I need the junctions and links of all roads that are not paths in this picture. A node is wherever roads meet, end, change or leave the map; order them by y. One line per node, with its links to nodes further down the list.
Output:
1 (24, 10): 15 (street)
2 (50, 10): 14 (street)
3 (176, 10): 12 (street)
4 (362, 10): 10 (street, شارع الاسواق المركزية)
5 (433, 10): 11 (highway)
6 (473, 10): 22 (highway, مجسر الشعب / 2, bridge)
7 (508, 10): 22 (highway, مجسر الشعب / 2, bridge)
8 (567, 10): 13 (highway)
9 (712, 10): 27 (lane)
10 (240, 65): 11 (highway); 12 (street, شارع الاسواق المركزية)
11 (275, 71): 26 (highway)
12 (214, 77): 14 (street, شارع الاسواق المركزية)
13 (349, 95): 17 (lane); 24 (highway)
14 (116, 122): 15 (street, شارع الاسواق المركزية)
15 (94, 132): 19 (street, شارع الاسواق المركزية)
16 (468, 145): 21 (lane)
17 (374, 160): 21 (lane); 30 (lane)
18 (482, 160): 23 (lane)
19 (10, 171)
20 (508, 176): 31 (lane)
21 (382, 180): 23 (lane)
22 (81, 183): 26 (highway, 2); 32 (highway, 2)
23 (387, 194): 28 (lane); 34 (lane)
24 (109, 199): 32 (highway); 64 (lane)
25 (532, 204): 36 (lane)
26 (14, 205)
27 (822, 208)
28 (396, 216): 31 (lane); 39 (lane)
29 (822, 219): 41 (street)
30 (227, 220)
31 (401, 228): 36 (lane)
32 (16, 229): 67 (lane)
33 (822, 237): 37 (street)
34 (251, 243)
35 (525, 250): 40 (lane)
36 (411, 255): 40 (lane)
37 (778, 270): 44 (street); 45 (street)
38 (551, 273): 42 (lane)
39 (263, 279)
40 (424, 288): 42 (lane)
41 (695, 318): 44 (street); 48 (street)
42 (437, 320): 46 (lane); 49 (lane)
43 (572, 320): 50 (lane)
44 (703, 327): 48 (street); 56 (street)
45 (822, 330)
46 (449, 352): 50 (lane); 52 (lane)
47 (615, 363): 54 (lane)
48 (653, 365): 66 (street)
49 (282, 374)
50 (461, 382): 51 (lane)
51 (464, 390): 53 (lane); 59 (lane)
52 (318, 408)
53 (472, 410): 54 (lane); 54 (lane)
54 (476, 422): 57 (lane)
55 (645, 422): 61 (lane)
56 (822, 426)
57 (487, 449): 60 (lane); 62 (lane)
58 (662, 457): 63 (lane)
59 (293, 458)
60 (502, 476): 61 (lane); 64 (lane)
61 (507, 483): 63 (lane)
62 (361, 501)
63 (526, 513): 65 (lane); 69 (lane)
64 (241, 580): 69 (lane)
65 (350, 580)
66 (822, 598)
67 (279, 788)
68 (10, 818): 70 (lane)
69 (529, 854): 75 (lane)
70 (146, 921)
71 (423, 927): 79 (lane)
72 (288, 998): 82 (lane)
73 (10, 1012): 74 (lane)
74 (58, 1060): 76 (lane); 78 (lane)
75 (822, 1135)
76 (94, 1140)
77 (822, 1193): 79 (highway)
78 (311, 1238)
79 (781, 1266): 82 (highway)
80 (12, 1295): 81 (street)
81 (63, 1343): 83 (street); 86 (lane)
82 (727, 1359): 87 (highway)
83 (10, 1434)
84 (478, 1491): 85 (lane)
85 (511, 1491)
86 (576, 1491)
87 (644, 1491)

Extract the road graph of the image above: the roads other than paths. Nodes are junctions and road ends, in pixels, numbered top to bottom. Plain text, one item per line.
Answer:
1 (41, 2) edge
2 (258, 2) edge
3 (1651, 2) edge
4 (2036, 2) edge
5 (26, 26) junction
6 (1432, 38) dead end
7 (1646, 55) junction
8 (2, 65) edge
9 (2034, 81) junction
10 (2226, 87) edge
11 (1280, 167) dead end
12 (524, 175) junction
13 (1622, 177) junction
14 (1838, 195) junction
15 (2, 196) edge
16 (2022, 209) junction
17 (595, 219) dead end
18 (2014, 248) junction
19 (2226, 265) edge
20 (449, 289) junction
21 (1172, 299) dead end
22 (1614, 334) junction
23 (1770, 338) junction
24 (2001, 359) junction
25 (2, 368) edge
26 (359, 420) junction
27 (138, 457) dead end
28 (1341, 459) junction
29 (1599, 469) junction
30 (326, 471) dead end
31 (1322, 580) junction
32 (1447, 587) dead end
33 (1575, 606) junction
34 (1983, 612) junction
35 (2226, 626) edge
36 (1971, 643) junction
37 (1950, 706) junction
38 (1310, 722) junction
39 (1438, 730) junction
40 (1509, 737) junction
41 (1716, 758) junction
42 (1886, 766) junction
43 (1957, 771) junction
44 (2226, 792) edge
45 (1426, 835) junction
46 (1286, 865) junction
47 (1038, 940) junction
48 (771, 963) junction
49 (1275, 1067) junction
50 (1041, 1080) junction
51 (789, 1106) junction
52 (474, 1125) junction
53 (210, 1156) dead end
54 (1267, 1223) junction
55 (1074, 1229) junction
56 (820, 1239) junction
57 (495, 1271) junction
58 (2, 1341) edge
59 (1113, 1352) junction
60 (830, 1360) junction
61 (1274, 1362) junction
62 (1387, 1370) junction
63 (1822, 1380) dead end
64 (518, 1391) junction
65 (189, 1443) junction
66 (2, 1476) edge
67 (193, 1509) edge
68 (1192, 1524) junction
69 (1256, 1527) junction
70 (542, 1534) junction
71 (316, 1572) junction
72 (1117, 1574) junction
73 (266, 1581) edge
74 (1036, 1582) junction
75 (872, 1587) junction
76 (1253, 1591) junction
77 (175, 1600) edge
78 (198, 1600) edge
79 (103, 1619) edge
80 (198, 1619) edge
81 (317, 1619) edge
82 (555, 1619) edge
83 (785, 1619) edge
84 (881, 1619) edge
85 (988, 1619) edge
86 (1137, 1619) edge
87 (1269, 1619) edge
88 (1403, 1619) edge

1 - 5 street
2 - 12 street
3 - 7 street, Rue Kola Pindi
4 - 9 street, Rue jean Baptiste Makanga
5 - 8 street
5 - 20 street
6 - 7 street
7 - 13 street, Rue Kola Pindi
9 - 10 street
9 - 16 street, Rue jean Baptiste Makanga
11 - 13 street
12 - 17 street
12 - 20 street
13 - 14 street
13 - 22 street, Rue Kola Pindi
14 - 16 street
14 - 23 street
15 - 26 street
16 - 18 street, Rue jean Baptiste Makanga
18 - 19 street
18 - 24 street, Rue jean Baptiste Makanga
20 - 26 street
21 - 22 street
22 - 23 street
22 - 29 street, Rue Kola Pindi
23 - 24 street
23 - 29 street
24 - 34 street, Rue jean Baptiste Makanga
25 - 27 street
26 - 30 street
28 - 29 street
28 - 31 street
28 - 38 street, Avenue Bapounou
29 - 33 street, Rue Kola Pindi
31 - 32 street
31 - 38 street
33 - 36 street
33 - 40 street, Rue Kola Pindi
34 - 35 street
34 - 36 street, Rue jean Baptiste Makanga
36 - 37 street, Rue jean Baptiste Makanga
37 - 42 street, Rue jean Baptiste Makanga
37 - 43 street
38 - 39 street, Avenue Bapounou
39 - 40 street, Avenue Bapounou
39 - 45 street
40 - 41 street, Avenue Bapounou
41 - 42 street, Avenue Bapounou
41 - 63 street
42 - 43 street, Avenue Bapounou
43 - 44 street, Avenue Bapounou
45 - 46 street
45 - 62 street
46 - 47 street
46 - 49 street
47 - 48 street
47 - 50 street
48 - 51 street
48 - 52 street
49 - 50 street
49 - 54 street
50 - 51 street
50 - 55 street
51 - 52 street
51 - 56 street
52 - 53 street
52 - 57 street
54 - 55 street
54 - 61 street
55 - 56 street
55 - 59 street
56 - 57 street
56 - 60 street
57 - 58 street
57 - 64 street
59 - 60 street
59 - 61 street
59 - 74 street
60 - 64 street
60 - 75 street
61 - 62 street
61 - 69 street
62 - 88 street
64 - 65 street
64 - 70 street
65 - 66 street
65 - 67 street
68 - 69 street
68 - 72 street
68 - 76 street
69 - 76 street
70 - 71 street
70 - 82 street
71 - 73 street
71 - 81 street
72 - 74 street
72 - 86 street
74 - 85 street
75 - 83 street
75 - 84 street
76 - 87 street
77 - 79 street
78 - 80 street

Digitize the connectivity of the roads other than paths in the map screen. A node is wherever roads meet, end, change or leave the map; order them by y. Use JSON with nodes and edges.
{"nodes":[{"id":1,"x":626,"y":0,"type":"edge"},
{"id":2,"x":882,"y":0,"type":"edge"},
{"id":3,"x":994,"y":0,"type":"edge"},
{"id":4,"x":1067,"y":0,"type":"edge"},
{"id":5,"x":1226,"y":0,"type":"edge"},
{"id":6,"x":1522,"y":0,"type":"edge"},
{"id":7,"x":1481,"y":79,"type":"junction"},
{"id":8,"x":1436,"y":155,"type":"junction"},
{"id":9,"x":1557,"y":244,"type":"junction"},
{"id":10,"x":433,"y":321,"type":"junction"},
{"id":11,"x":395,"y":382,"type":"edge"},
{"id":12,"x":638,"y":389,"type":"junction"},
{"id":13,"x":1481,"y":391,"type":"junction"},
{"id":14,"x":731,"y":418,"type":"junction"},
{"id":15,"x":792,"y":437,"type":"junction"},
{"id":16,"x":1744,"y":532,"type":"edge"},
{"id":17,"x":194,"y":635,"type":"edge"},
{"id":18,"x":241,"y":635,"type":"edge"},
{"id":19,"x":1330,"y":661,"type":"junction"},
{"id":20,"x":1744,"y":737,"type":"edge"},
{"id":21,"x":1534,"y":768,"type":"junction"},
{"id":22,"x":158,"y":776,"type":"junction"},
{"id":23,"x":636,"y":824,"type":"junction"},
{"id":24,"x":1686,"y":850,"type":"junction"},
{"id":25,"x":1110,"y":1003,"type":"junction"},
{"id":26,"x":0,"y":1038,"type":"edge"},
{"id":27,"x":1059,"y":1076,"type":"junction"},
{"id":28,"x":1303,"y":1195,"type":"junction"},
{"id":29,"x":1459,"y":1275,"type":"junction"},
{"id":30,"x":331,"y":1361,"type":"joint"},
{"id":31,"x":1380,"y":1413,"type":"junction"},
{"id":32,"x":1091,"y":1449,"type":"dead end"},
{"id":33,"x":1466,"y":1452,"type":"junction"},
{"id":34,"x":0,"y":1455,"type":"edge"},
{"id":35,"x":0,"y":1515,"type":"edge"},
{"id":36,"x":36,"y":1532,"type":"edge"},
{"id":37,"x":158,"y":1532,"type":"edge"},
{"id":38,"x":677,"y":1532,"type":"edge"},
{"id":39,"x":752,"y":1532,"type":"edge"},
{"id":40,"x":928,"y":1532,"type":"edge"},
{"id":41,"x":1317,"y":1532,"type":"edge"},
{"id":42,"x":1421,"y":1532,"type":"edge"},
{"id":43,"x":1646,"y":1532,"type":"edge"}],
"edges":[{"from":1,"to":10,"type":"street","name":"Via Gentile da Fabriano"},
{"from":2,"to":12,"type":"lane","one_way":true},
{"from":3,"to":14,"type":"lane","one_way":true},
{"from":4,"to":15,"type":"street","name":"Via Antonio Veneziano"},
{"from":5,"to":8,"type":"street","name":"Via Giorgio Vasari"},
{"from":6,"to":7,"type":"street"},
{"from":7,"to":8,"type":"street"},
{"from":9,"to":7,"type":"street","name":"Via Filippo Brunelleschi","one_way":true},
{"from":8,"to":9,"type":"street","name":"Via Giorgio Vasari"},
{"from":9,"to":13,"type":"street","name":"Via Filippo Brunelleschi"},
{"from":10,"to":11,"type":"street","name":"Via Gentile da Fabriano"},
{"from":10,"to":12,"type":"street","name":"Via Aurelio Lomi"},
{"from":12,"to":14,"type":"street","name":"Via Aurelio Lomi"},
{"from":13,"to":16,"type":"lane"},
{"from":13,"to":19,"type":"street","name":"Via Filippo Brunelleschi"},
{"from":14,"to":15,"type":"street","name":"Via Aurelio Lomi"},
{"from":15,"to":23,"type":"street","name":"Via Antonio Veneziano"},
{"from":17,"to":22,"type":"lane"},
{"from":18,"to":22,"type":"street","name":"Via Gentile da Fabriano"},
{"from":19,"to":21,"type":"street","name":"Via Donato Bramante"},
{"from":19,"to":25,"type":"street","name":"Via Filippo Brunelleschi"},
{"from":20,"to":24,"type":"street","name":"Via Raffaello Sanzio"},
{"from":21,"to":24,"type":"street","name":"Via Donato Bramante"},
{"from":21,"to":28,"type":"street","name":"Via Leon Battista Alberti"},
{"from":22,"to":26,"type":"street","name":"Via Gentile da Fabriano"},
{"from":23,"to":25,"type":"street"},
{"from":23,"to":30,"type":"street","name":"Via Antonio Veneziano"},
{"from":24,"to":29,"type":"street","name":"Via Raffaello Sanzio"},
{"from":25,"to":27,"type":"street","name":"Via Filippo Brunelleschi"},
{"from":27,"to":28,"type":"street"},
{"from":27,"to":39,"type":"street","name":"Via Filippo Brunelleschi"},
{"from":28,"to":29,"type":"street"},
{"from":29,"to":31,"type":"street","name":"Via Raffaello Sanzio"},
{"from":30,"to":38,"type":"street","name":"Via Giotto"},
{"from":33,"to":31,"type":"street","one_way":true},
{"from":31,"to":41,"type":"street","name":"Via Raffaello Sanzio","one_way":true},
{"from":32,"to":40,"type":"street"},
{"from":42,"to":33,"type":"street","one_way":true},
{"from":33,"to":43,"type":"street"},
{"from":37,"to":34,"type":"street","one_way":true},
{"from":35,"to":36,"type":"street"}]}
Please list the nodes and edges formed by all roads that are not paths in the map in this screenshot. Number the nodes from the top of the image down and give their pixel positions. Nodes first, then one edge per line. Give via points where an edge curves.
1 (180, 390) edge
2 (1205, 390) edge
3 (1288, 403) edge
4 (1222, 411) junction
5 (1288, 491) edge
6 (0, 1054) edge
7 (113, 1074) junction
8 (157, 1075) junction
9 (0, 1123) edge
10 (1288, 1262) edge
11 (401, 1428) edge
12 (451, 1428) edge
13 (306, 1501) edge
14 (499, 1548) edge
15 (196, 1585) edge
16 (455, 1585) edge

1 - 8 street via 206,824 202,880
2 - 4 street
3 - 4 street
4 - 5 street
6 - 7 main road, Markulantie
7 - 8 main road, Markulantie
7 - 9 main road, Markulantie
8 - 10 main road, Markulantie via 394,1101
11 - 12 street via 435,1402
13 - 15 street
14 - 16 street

━━━━━━

Exercise aim -
Search the records for the word "الشعب". Copy each line where it appears.

Task solution -
6 (473, 10): 22 (highway, مجسر الشعب / 2, bridge)
7 (508, 10): 22 (highway, مجسر الشعب / 2, bridge)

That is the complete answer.